By Pam Martens and Russ Martens: June 10, 2019 ~
On Friday markets digested the nonfarm payrolls report from the U.S. Labor Department showing a weak job growth in May of just 75,000. That news adds to a myriad of other economic data, including a slowdown in durable goods orders, that suggest a deceleration of the U.S. economy.
The Atlanta Fed’s closely watched GDPNow indicator is showing a very weak 1.4 percent forecast for the second quarter of this year.
The 10-year U.S. Treasury note has duly noted the deceleration in the economy and has fallen from a yield of 2.9 percent since the middle of December to 2.08 percent at Friday’s close. The yield of the U.S. Treasury has an inverse relationship to its price. That is, as the market value of the Treasury note rises, the yield declines. Thus, as the perception grows that the U.S. economy is decelerating, the value of Treasuries rises from both investor money moving out of the stock market to safe havens as well as the perception that the Federal Reserve will cut interest rates, encouraging investors to buy Treasuries now to lock in yields before they drop further.
This is Market Think 101. What is not Market Think 101 is for high yield bonds (also known as junk bonds) to rally right along with U.S. Treasury notes. But that’s what’s been happening lately.

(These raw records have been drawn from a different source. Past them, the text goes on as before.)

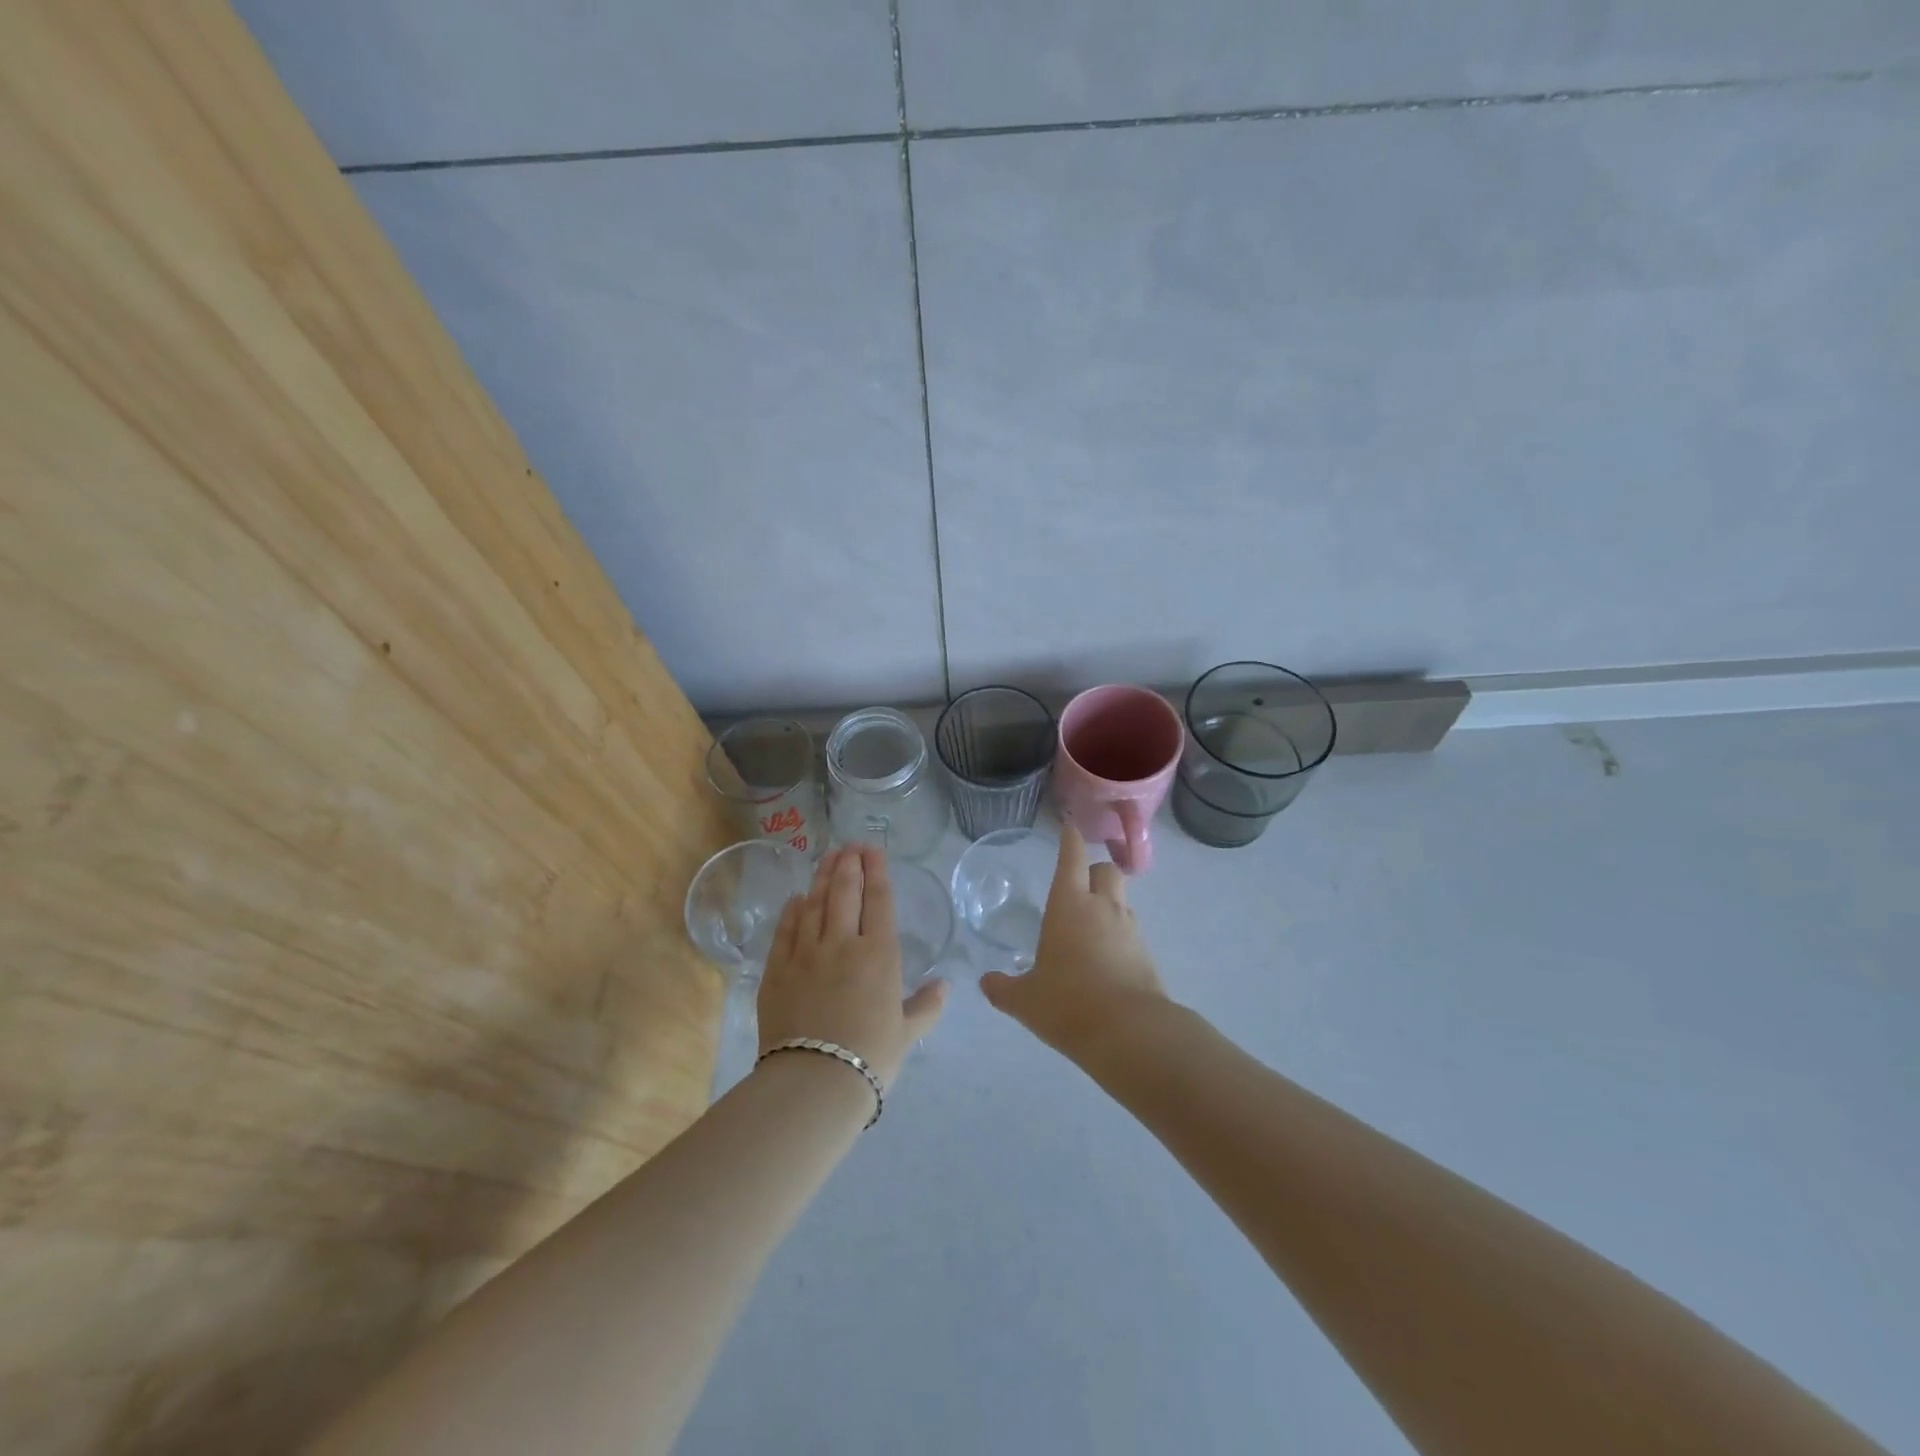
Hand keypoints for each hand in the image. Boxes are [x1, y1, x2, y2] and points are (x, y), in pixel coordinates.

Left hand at [758, 845, 947, 1087]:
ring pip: (815, 904)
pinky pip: (785, 930)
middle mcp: (842, 943)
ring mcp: (806, 953)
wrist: (815, 1081)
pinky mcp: (777, 969)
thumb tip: (945, 986)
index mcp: (879, 954)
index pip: (879, 900)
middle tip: (850, 845)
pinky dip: (792, 910)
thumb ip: (926, 1006)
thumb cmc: (870, 1057)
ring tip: (827, 857)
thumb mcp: (907, 1034)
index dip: (877, 871)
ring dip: (822, 877)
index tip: (873, 850)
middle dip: (849, 864)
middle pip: (845, 892)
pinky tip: (797, 898)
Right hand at [980, 825, 1167, 1057]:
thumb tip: (987, 982)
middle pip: (1107, 869)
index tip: (1069, 827)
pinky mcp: (1146, 953)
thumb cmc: (1068, 1004)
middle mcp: (1102, 907)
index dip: (1070, 839)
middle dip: (1094, 871)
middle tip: (1078, 887)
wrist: (1131, 1033)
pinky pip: (1131, 930)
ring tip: (1090, 927)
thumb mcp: (1025, 1000)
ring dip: (1108, 903)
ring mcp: (1129, 929)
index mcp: (1069, 905)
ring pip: (1122, 899)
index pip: (1072, 858)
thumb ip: (1003, 988)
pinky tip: (1105, 958)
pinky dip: (1118, 934)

Junk bonds are those rated below Baa3 by Moody’s and below BBB- by Standard & Poor’s. Consider this analysis of the weird behavior of junk bonds last week by Dow Jones’ MarketWatch reporters Joy Wiltermuth and Sunny Oh:
“Corporate debt rated below investment-grade, or so-called junk bonds, have made significant gains this week on surging expectations that the Federal Reserve will cut interest rates to help give steam to an economy shadowed by the prospects for a global trade war. Against this tense backdrop, the weaker-than-expected jobs report could energize bets for easier Fed policy and help bonds from leveraged issuers retrace lost ground.”
That’s not the way a rational market should think. A rational market looks out about six months and trades on what it expects to be the situation at that time. If the U.S. economy does show significant weakness to warrant a Fed interest rate cut, or multiple cuts, that means the Fed will be facing Herculean challenges: it will have only nine ¼-point interest-rate cuts in its toolkit at a time when the U.S. has the greatest amount of debt in its history.
According to a May report from Standard and Poor’s, outstanding U.S. corporate debt rated by S&P Global Ratings grew 3 percent in 2018 to $9.3 trillion as of January 1, 2019. Of that amount, speculative-grade debt (junk bonds) represents $2.6 trillion.
The U.S. itself is deeply indebted with an unprecedented $22 trillion national debt outstanding. That means that the Federal government will have much less wiggle room to boost the economy through fiscal spending in the next downturn.
And then there is the Federal Reserve’s balance sheet which ballooned to more than $4.5 trillion during the financial crisis as it bought up overflowing debt instruments from Wall Street to prevent that debt from finding reluctant buyers at much higher interest rates — which would have very likely worsened the depth and duration of the downturn. The Fed’s balance sheet still sits at $4 trillion despite its so-called efforts of “normalization.” This means it also has far less wiggle room now than during the Great Recession that followed Wall Street’s implosion in 2008.
And then there is the liquidity problem inherent in junk bonds. The International Monetary Fund issued a report in 2015, noting the following:
“ ‘In recent years, factors such as investors’ higher risk appetite and low interest rates have been masking growing underlying fragilities in market liquidity,’ said Gaston Gelos, Chief of the Global Financial Stability Analysis Division at the IMF…
“If financial conditions worsen or investors become weary of a particular asset class or financial market, market liquidity can quickly evaporate. Furthermore, swings in market liquidity in one asset class seem to spill over to other asset classes more frequently, and high-yield and emerging market bonds show some signs of deterioration in market liquidity. As spillovers between asset classes increase, it becomes more likely for a liquidity shock in one market to spread to other markets, possibly leading to a shock to the global financial system, as was the case in 2008.”
The mega banks on Wall Street can certainly read the tea leaves. The stocks of JPMorgan Chase, Citigroup, Morgan Stanley and Bank of America all closed in the red on Friday. Goldman Sachs closed flat on the day.